As the second-largest economy in the world, China is not only playing an increasing influential role in the global economy, but also leading changes that would have been unthinkable even a decade ago. It is establishing new norms and rules in global aid and has successfully challenged the traditional aid architecture prevalent for the past half century. And the newly established Asian Infrastructure Investment Bank has displaced the once-seemingly irreplaceable American and Japanese domination of development plans for Asia.
Laudable though its economic growth and other achievements have been, they have come at significant costs to its water, air and soil, which pose a threat to human health and the environment. Signs of water stress can be seen all over China, both in terms of quantity and quality. Much of this is because of poor planning and bad management. It has resulted in the disappearance and pollution of numerous rivers and the consequences that come with it.
The Yellow River has frequently run dry before reaching the sea because of extensive diversion of water, mostly for agriculture, eroding what used to be an ecologically rich delta. More recently, the level of Poyang Lake, the largest freshwater lake in the middle of the Yangtze River, dropped radically because of drought and consistent overuse of water.

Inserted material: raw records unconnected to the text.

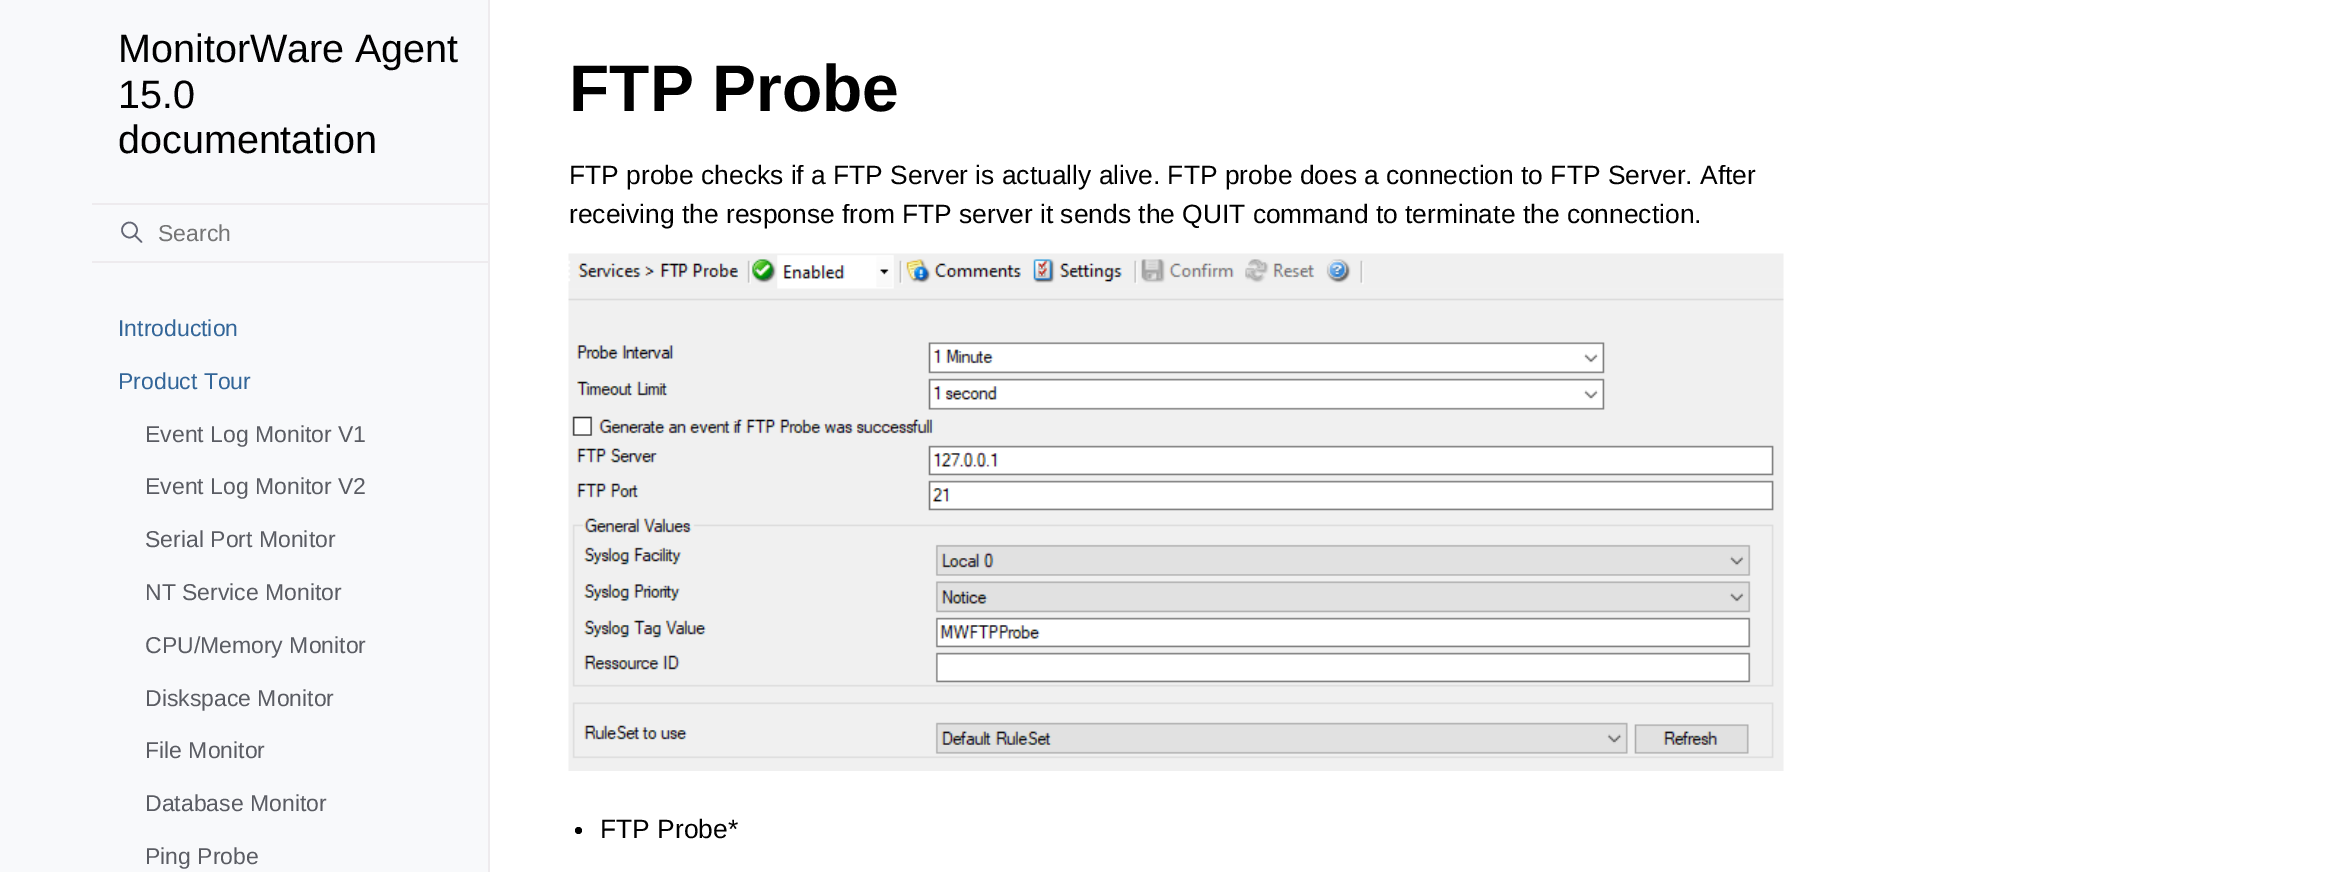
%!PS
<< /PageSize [2351 872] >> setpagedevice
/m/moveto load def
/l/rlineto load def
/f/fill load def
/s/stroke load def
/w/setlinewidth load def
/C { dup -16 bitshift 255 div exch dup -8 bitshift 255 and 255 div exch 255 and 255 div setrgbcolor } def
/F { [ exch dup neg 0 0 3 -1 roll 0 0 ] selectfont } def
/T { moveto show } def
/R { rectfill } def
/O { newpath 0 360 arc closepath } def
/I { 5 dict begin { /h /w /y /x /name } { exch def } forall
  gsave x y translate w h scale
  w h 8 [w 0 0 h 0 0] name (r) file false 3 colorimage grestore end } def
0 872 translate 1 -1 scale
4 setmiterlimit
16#FFFFFF C
0 0 2351 872 R
16#F8F9FB C
0 0 488 872 R
16#EEEBEE C
488 0 2 872 R
/LiberationSans-Regular 39.5 F
16#000000 C
(MonitorWare Agent) 118 62 T
(15.0) 118 108 T
(documentation) 118 153 T
16#646776 C
1.6 w
129.5 230 7.5 O s
1 setlinecap
1 setlinejoin
141.5 242 m -6.5 -6.5 l s
16#EEEBEE C
92 203 396 2 R
92 261 396 2 R
/LiberationSans-Regular 23 F
16#757575 C
(Search) 158 241 T
16#336699 C
(Introduction) 118 336 T
(Product Tour) 118 389 T
16#5A5C63 C
(Event Log Monitor V1) 145 442 T
(Event Log Monitor V2) 145 494 T
(Serial Port Monitor) 145 547 T
(NT Service Monitor) 145 600 T
(CPU/Memory Monitor) 145 653 T
(Diskspace Monitor) 145 706 T
(File Monitor) 145 758 T
(Database Monitor) 145 811 T
(Ping Probe) 145 864 T
/LiberationSans-Bold 66 F
16#000000 C
(FTP Probe) 569 111 T
/LiberationSans-Regular 26.4 F
(FTP probe checks if a FTP Server is actually alive. FTP probe does a connection to FTP Server. After) 569 184 T
(receiving the response from FTP server it sends the QUIT command to terminate the connection.) 569 223 T
(1.rgb) 568 253 1216 518 I
578.5 830.5 3.5 O f
(FTP Probe*) 600 838 T
showpage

In terms of water quality, discharges of untreated or partly treated industrial and domestic wastes have seriously contaminated water bodies in different parts of the country. These include a drastic increase in the release of carcinogenic substances by Jilin Petroleum and Chemical Co into the Songhua River which, together with the Heilongjiang River, forms the natural border with Russia; heavy metal contamination in the Hejiang River because of discharge of industrial waste from mines, many of them operating illegally; oil spills in the Bohai Bay, one of the fastest growing industrial regions; and floating dead pigs in Huangpu River, a source of drinking water for Shanghai.